Para muchas personas que pasaron por cosas tal vez más extremas, lo que digo puede que no tenga importancia; pero para mí, es un grandisimo logro, es un gran avance en éste viaje que decidí emprender, son caminos nuevos, nuevas personas, nuevas oportunidades.
Unos meses antes de finalizar el año 2022 me ofrecieron un trabajo de reemplazo y sin pensarlo mucho acepté, yo habia empezado a trabajar los fines de semana en esa casa, el trabajo consistía en vivir y cuidar de una persona veinticuatro horas al día, siete días a la semana, por dos meses y medio; como ya dije acepté, pero no tenía la intención de cumplir, pensaba que pasando el tiempo encontraría una persona que quisiera trabajar en mi lugar. Pasaban los meses y se acercaba más la fecha para el viaje de la chica que supuestamente iba a reemplazar, ella se iba a Perú de vacaciones porque tenía cuantos años sin ver a familia.

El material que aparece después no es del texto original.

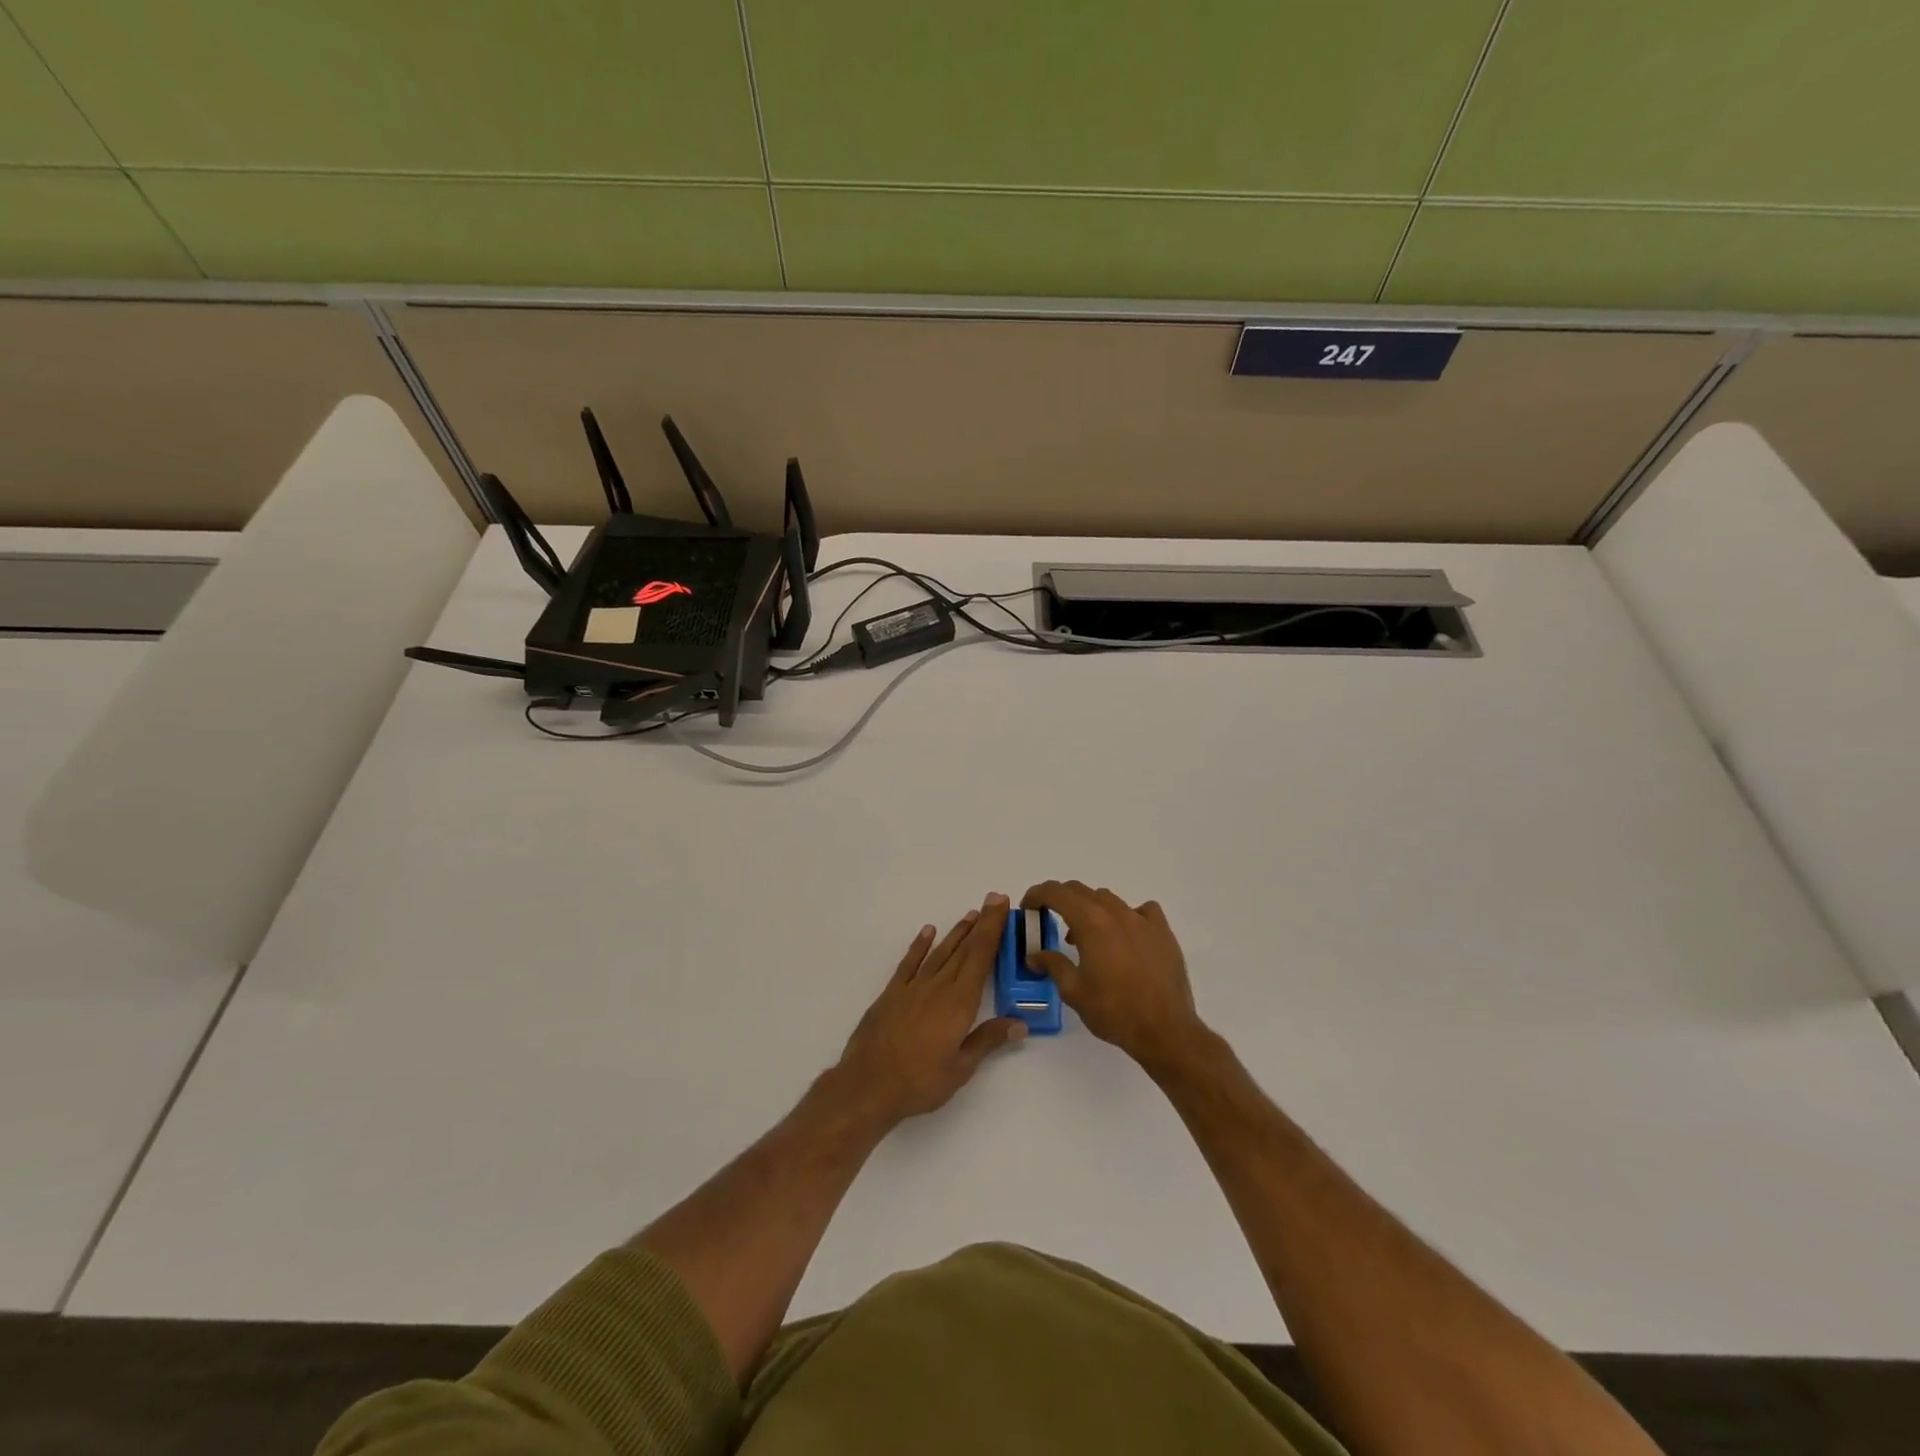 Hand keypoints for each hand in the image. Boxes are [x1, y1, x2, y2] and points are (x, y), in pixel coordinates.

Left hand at [832, 894, 1026, 1127]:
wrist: (868, 1086)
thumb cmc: (920, 1081)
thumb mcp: (961, 1068)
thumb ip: (988, 1040)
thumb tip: (1020, 1023)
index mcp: (959, 1003)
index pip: (981, 958)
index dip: (993, 930)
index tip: (1002, 906)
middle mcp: (938, 986)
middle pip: (964, 949)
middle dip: (981, 924)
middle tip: (994, 900)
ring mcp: (912, 987)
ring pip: (940, 952)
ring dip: (957, 932)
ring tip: (971, 915)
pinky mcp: (892, 993)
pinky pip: (910, 963)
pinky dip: (920, 945)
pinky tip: (928, 932)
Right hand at [1020, 881, 1209, 1071]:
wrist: (1165, 1030)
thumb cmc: (1114, 1011)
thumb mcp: (1074, 991)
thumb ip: (1052, 965)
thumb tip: (1034, 954)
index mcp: (1090, 922)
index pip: (1056, 892)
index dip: (1037, 894)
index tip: (1028, 908)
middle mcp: (1115, 912)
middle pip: (1081, 891)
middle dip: (1060, 900)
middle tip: (1050, 920)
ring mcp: (1142, 919)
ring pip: (1108, 899)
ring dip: (1090, 909)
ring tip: (1086, 936)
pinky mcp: (1163, 932)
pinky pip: (1142, 910)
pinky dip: (1127, 915)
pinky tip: (1126, 935)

Los meses pasaron volando, la ansiedad y el miedo se hizo presentes; caí en cuenta que no sería fácil deshacer el compromiso en el que me había metido, yo trabajaba los fines de semana en esa casa y la familia no querían a otra persona para el trabajo, tenía que si o sí cumplir el compromiso que había aceptado; fui muy inconsciente al tomar las cosas a la ligera, siempre huia de los compromisos y pensaba que ésta vez también seria facil, pero muy a pesar de mí, todas las excusas que decía, no funcionaron; en realidad no eran excusas, eran verdades, mi hija estaba programada para el nacimiento de su bebé por cesárea y yo quería estar ahí para cuidarla y ayudarla con su bebé, ella me dijo, no te preocupes, trabajo es trabajo y tienes que ir, ya veremos nosotros como nos arreglamos, con esas palabras no había pretextos que valgan, un dia antes que fuera internada yo iniciaba el trabajo, me sentí despreciable, mala madre por no estar cuando mi hija me necesitaba; pero era la lección que necesitaba, esto me enseñó que debemos pensar muy bien lo que aceptamos, que los compromisos adquiridos se deben cumplir muy a pesar de nosotros mismos.
Ahora que ya pasaron los casi dos meses y medio, puedo decir con orgullo "lo logré", aún recuerdo lo difícil que fue la primera semana, sentía que no podría, quería irme y dejar el trabajo, me sentía demasiado mal, culpable; pero gracias a Dios y a la fortaleza de mi hija, a la gran persona que tiene como esposo y a su familia, a la cual agradezco tanto por el apoyo que le brindaron, gracias también a mi otra hija que venía a visitarme, gracias a las señora para quien trabajo y a sus hijos por haber permitido que me visitaran; poco a poco y viendo que todos estaban bien a mi alrededor desaparecieron las culpas, empecé a sentirme súper bien, se podria decir que disfruté del trabajo. En 5 días seré nuevamente libre, extrañé muchas cosas, cosas sencillas como caminar por el mercado, salir a tomar un café, un aperitivo, visitar a mis hijas, creo que es necesario un encierro para valorar la libertad.